We fail the call of reality in the moment because we refuse to recognize the truth.  We respond to a world of our own imagination, an imagination formed by our fear of loss and extinction, of suffering and pain.  We fear our own powerlessness, and so we react to the world and others out of our blind ambition.  We feel unable to suffer the truth that everything and everyone we love passes, and so we constrict our hearts and react to the world’s appeals with violence.  We fear the loss of our life as we know it, and so, as those who encounter Jesus today, we refuse to read and respond to the signs of the times.  In all these cases, we cannot see because we continue to be dominated by the “law of our members.”  

The great paradox is that to relativize the impulses of those unconscious drives we must first recognize and appropriate them.  If we must live the illusion that “this is not us,” then our only recourse is to live a false idealized form of an inner self.  We then must live by dissociation instead of integration.  To live in this way will inevitably result in moments when our lust, greed, violence, ambition manifest themselves in frightening ways, for our mode of living the desires of our inner life will be but affectation.
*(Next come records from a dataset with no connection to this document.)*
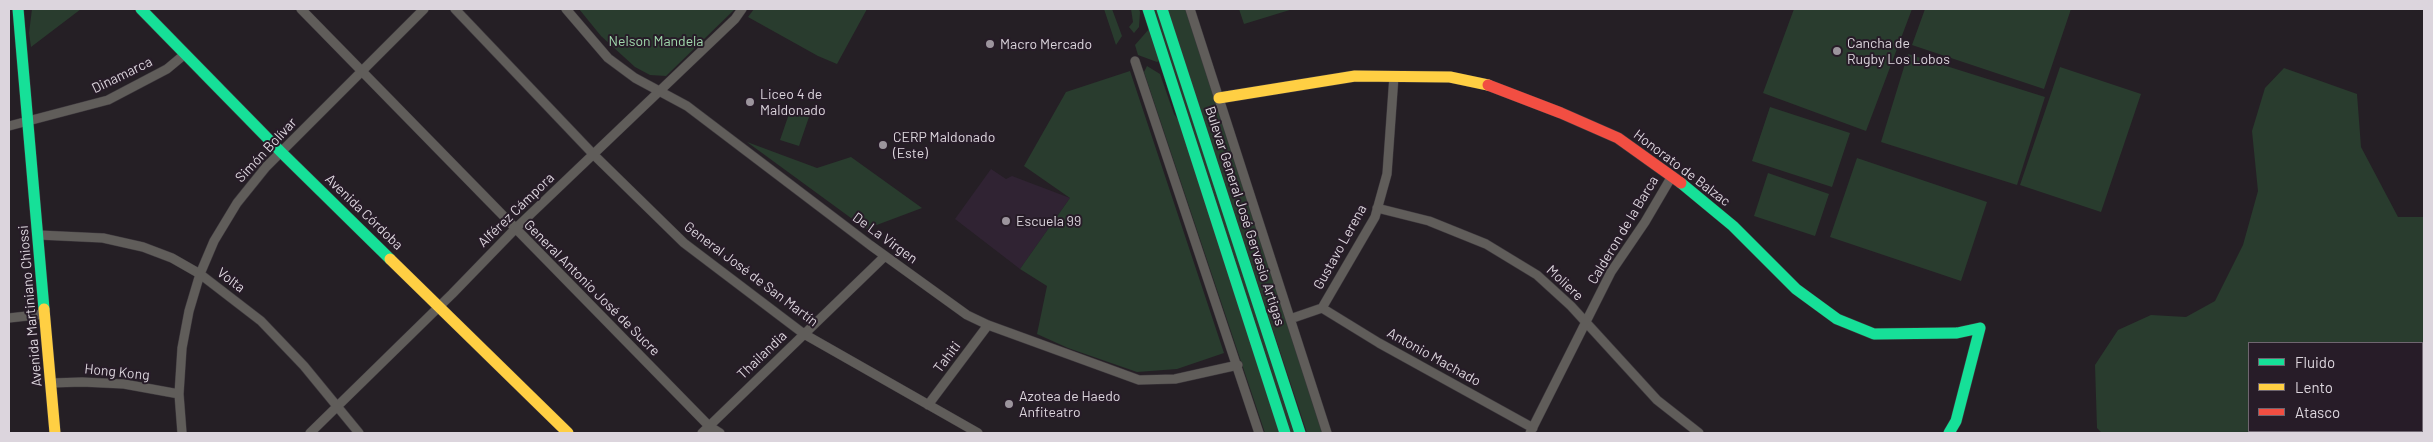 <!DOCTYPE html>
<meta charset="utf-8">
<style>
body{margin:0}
#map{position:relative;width:2433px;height:442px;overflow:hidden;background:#251f25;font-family:Barlow,sans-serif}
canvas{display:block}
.frame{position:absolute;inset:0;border:10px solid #dcd5dd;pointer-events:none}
.legend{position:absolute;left:2248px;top:342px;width:175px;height:90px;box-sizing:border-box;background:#271c28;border:1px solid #6f6670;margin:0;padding:6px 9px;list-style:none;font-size:15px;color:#dcd5dd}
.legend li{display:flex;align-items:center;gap:10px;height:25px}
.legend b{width:25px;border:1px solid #6f6670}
</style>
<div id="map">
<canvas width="2433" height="442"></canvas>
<div class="frame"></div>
<ul class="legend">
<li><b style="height:6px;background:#16e098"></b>Fluido</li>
<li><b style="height:6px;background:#ffcf43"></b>Lento</li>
<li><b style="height:6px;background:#f24e42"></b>Atasco</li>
</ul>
</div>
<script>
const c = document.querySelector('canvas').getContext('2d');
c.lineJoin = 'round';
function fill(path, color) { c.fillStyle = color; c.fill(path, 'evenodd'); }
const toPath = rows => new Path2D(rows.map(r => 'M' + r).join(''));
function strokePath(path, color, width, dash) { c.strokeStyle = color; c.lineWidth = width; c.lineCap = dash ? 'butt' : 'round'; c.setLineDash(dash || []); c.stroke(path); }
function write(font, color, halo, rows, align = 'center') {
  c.font = font + ' Barlow,sans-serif'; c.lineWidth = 4; c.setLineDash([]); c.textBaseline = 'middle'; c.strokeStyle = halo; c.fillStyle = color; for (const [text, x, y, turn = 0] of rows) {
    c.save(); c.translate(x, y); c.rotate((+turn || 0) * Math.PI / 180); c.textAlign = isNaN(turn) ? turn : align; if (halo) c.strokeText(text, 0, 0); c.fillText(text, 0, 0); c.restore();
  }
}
fill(toPath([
 [991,169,1006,179,1012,176,1070,198,1020,269,955,219]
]), '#302333');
fill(toPath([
 [32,9,81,9,31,47,29,33],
 [579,9,735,9,666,76,650,75,635,67,601,36],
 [754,9,867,9,837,64,818,56,748,17],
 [1104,9,1112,9,1122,36,1116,45],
 [1131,9,1139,9,1140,12,1139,27,1134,33,1129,27,1133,22],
 [1154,9,1157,9,1294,433,1291,433],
 [1167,9,1186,9,1324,433,1307,433],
 [1239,9,1293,9,1244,24],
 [1794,9,1912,9,1866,131,1763,93],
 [1925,9,2071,9,2044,89,1912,45],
 [1149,29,1159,61,1157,62,1138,55,1135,45],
 [1908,54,2045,97,2017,185,1881,142],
 [1147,66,1160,74,1174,114,1179,121,1280,433,1265,433,1144,72],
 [2060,67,2141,94,2101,212,2020,185],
 [2284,68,2357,94,2361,147,2398,217,2424,217,2424,433,2102,433,2097,428,2095,365,2118,330,2151,315,2186,317,2215,301,2243,245,2258,191,2252,131,2265,88],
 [2249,343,2422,343,2422,431,2249,431],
 [1130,71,1224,353,1177,369,1137,372,1068,348,1037,334,1047,286,1020,269,1070,198,1024,166,1066,92],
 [1770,107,1850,133,1832,187,1752,161],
 [790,111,809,117,799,146,780,140],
 [747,142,817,168,851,157,922,208,866,229],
 [1857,158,1987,202,1961,281,1830,237],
 [1768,173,1829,194,1815,236,1754,216]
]), '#293c2e');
const street = toPath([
 [301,9,709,426,720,433],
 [455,9,594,155,684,243,804,334,978,433],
 [566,9,608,58,635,78,687,106,870,245,967,315,988,325,1139,380,1175,379,1238,365],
 [1190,9,1327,433],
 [1135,61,1259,433],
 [9,126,108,100,167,69,185,54],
 [1377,208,1429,221,1486,244,1537,275,1571,306,1657,400,1699,433],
 [39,235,103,238,143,247,172,258,200,274,261,321,304,366,359,433],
 [1322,308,1379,343,1533,428],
 [9,318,45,314],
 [1290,319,1322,308,1375,217,1387,174,1394,76],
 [51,383,82,382,124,384,179,394],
 [928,405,988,325],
 [182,433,179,394,182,348,189,311,200,274,214,241,237,203,266,167,424,9],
 [310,433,452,294,515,229,735,19,742,9],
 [702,433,885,256],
 [1530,433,1611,272,1645,222,1672,176]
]);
const fast = toPath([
 [18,9,44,309],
 [141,9,281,152,390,259],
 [1148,9,1285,433],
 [1162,9,1300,433],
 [1681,183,1733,226,1796,289,1837,319,1874,334,1957,333,1980,328,1956,421,1949,433]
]);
const slow = toPath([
 [1219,98,1355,76,1450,77,1488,85],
 [390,259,568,433],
 [44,309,55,433]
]);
const jam = toPath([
 [1488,85,1561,113,1618,138,1681,183]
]);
strokePath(street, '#3e393e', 10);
strokePath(fast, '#3e393e', 12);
strokePath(slow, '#3e393e', 12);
strokePath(jam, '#3e393e', 12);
strokePath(street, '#605d5a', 9);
strokePath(fast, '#16e098', 11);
strokePath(slow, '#ffcf43', 11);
strokePath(jam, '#f24e42', 11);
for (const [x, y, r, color] of [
 [990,44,5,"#9c959d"],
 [1837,51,5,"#9c959d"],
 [750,102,5,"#9c959d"],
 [883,145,5,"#9c959d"],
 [1006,221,5,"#9c959d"],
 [1009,404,5,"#9c959d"]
]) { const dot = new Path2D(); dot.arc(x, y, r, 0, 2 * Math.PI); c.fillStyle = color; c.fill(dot); strokePath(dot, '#271c28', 2); }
write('14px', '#a1d9ad', '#271c28', [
 ["Nelson Mandela",656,41]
]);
write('14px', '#dcd5dd', '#271c28', [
 ["Cancha de",1847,43],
 ["Rugby Los Lobos",1847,59],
 ["Macro Mercado",1000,44],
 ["Liceo 4 de",760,94],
 ["Maldonado",760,110],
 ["CERP Maldonado",893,137],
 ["(Este)",893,153],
 ["Escuela 99",1016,221],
 ["Azotea de Haedo",1019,396],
 ["Anfiteatro",1019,412]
], 'left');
write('14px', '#dcd5dd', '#271c28', [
 ["Dinamarca",122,75,-26],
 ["Simón Bolívar",266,150,-47],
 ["Honorato de Balzac",1682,168,37],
 ["Alférez Cámpora",516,210,-44],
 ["Avenida Córdoba",364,212,44],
 ["Bulevar General José Gervasio Artigas",1245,216,72],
 ["Calderon de la Barca",1623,230,-59],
 ["De La Virgen",885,238,36],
 ["Gustavo Lerena",1340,247,-61],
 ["General José de San Martín",751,274,37],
 ["Volta",231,280,37],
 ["Moliere",1565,283,43],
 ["General Antonio José de Sucre",592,288,45],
 ["Avenida Martiniano Chiossi",30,306,-95],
 ["Thailandia",762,355,-44],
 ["Tahiti",947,357,-53],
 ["Antonio Machado",1434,357,29],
 ["Hong Kong",117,372,6]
]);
</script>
Everyday life, through our interaction with others, is always helping us to see the ways that our view of reality is flawed and limited.  It is by openness to what the others are telling us, to the results of our actions and their effects on others that conversion and reformation become possible.  It is by little and by little that the law of our inner self and the law of our members become more and more the one law of love.
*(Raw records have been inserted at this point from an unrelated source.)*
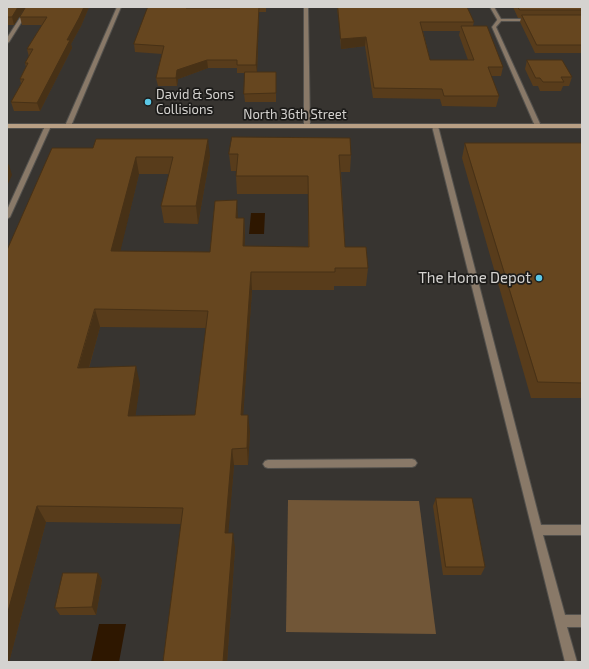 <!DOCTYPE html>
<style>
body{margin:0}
#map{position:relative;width:589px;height:669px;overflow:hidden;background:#373430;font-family:"Exo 2",sans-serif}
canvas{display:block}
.frame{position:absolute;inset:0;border:8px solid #d5d3d0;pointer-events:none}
</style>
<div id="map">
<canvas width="589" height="669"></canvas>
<div class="frame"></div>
</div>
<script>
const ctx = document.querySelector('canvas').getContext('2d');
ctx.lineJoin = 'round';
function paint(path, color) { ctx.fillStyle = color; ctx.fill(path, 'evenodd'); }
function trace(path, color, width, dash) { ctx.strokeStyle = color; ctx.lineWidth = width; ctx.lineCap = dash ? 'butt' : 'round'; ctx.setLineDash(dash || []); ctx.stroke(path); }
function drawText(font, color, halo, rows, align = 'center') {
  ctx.font = font + ' "Exo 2",sans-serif'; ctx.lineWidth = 3.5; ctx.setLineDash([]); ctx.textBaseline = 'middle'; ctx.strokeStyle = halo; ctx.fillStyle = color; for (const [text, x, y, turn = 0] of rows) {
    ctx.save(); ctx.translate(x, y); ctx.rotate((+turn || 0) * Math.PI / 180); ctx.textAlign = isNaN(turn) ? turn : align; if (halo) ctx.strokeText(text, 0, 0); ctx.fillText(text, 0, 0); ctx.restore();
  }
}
const green = new Path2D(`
 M 288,500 L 419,501 L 436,634 L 286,632 Z`);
const water = new Path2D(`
 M 251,213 L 265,213 L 264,234 L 249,234 Z
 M 99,624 L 126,624 L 119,662 L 91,662 Z`);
const lane = new Path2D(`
 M 27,7 L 31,7 L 9,42 L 7,43 L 7,38 Z
 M 498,19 L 502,20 L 496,27 L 541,126 L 540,127 L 535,126 L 492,27 Z
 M 48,124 L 51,126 L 10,217 L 7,219 L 7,210 L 45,126 Z
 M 435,124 L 438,126 L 541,525 L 582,525 L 582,535 L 543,535 L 565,615 L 582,615 L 582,627 L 567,627 L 577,662 L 565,662 L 432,126 Z
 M 412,459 L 415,460 L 417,463 L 415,466 L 412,467 L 268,468 L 265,467 L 263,464 L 265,461 L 268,460 Z`);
const street = new Path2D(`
 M 117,7 L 121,7 L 71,126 L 66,127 L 65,126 Z
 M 304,7 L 308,7 L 310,126 L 307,128 L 304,126 Z
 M 490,7 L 494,7 L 501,19 L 531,19 L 533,20 L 531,21 L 498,21 Z`);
const secondary = new Path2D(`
 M 7,124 L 582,124 L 582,128 L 7,128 Z`);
const wall = new Path2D(`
 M 7,7 L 25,7 L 14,25 L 8,25 L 7,26 Z
 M 26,7 L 89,7 L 81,26 L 71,44 L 72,48 L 40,111 L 14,111 L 11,102 L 21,84 L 20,79 L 26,67 L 25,63 L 29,57 L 27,49 L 42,25 L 22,25 L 20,17 Z
 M 148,7 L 189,7 L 189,8 L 230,8 L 230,7 L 266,7 L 266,12 L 259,12 L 257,72 L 276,72 L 276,102 L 245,102 L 244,94 L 245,73 L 237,73 L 237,68 L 208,68 L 178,79 L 177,86 L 158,86 L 156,78 L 162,54 L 135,52 L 134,44 Z
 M 335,7 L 467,7 L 474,22 L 473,26 L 503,67 L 501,76 L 491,76 L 499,96 L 496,107 L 442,106 L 440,99 L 373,98 L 365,46 L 341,49 L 339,23 L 337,8 L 335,8 ZM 423,31 L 460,31 L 459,35 L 468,60 L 430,60 Z
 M 513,7 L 582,7 L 582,53 L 535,53 L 520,22 L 521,18 L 518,18 Z
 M 527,60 L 572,77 L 569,86 L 563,86 L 561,91 L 540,91 L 538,86 L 533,86 L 525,69 Z
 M 465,143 L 582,143 L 582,398 L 531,398 L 462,158 Z
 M 52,148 L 210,156 L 198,224 L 164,223 L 161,206 L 169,174 L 139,174 L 120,251 L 210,252 L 238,218 L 244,218 L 245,236 L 244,246 L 308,247 L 308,194 L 237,194 L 236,176 L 236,171 L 231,171 L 229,154 L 351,155 L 350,172 L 341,172 L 345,247 L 368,268 L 366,286 L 334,286 L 334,290 L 252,290 L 243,415 L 250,432 L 248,465 L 234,465 L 228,533 L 235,548 L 227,662 L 163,662 L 181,524 L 46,522 L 9,662 ZM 100,327 L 206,328 L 195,415 L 135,416 L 140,384 L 89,368 Z
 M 436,498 L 485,567 L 481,575 L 443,575 L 433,506 Z
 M 98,573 L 102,580 L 96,615 L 60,615 L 55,608 Z`);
const shadedWall = new Path2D(`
 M 18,7 L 25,7 L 14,25 L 12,17 Z
 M 84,7 L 89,7 L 81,26 L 71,44 L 72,48 L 40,111 L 37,103 L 67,40 Z
 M 259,7 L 259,12 L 257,73 L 256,65 Z
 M 366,37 L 365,46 L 341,49 L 341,39 Z
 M 207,60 L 208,68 L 178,79 L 177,86 L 176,78 L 177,70 Z
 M 208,139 L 210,156 L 198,224 L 196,206 Z
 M 136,157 L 139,174 L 116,269 L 111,251 Z
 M 9,165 L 12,175 L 7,186 L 7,170 Z
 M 237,200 L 238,218 L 236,218 Z
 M 244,218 L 245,236 L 244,264 L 243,246 Z
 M 251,272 L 252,290 L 242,432 L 241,415 Z
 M 95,309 L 100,327 L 84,385 L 78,368 Z
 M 136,366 L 140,384 L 133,433 L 128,416 Z
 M 248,415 L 250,432 L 248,465 L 247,448 Z
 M 232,449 L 234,465 L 227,548 L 225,533 Z
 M 37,506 L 46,522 L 9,662 L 7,662 L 7,615 Z
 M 233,533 L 235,548 L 227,662 L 223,662 Z
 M 98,573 L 102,580 L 96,615 L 92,607 Z`);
const building = new Path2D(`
 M 7,7 L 18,7 L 12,17 L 7,17 Z
 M 26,7 L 84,7 L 79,18 L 67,40 L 70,40 L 37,103 L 11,102 L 24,79 L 20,79 L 28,63 L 25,63 L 33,49 L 27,49 L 47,17 L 20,17 Z
 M 148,7 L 186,7 L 186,8 L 230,8 L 230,7 L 259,7 L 256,65 L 237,65 L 237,60 L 207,60 L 177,70 L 176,78 L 156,78 L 164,46 L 134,44 Z
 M 338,7 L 467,7 L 474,22 L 420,22 L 430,60 L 474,60 L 461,26 L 487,26 L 503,67 L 488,67 L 499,96 L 444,96 L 442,89 L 374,88 L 366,37 L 341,39 Z
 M 518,7 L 582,7 L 582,10 L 520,10 Z
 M 522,15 L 582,15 L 582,45 L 537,45 Z
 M 527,60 L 562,60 L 572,77 L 561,77 L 564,82 L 543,82 L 540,78 L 536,78 Z
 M 245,72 L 276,72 L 276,93 L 244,94 Z
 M 232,137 L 350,138 L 351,155 L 339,155 L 345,247 L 366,247 L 368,268 L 335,268 L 335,272 L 251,272 L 241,415 L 248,415 L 247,448 L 232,449 L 225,533 L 233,533 L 223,662 L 163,662 L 183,508 L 37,506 L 7,615 L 7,250 L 52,148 L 93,148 L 96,139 L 208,139 L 196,206 L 161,206 L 173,157 L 136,157 L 111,251 L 210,252 L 215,201 L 237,200 L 236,218 L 244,218 L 243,246 L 309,247 L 308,176 L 236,176 L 238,154 L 229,154 ZM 95,309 L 208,311 L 195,415 L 128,416 L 136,366 L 78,368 Z
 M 465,143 L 582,143 L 582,383 L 538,382 Z
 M 7,165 L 9,165 L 7,170 Z
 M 436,498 L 472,498 L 485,567 L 446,567 Z
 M 63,573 L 98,573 L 92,607 L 55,608 Z`);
const markers = [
 [148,102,4,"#5bc8e6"],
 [539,278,4,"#5bc8e6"]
];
const farPoinames = [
 ["David & Sons",156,95],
 ["Collisions",156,110]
];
const farStreetnames = [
 ["North 36th Street",295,115]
];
const poiNames = [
 ["The Home Depot",531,278]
];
paint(green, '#715637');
paint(water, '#2e1700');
trace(lane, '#53514d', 2);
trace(street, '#53514d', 2);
trace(secondary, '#53514d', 2);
paint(lane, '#897968');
paint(street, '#897968');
paint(secondary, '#b89f84');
paint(wall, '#583c1b');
paint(shadedWall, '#473116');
paint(building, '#66461f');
trace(building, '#473116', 1);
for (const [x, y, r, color] of markers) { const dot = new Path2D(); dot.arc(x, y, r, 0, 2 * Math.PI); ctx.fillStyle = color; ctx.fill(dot); trace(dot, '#1d1c1a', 1.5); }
drawText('13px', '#d5d3d0', '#1d1c1a', farPoinames, 'left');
drawText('13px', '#d5d3d0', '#1d1c1a', farStreetnames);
drawText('15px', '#d5d3d0', '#1d1c1a', poiNames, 'right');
</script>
In spiritual terms, this concerns the transformation of our “profane experience of reality” into a “sacred experience of reality” — a development to which many traditions refer as a (continuing) “conversion.”  This conversion is also characterized as the transformation of a “materialistic” attitude towards life into a “spiritual” one.  In more philosophical terms, one can refer to “appearance” and “reality” or also, as Lacan does, of “the imaginary (l’imaginaire)” and “the real (le réel).”  The nature of appearance is to present itself as reality.  The contemplative transformation concerns freeing ourselves from “appearance,” i.e., fictions, self-deception and illusions, by learning to see them for what they are.  Another both philosophical and contemplative formulation is one that uses the terms “relative reality” and “absolute reality” or, as abbreviations, “the relative” and “the absolute.”  Progress along the Path means that we learn to recognize and let go of our “relative reality” as such.  In this way, we begin to live more and more within “absolute reality.”  In contemplative psychological terms, we speak of the “egocentric experience of reality” and the “egoless experience of reality.”  We use these terms in a spiritual sense as well:  we can see our egocentric experience of reality for what it is only from an egoless perspective.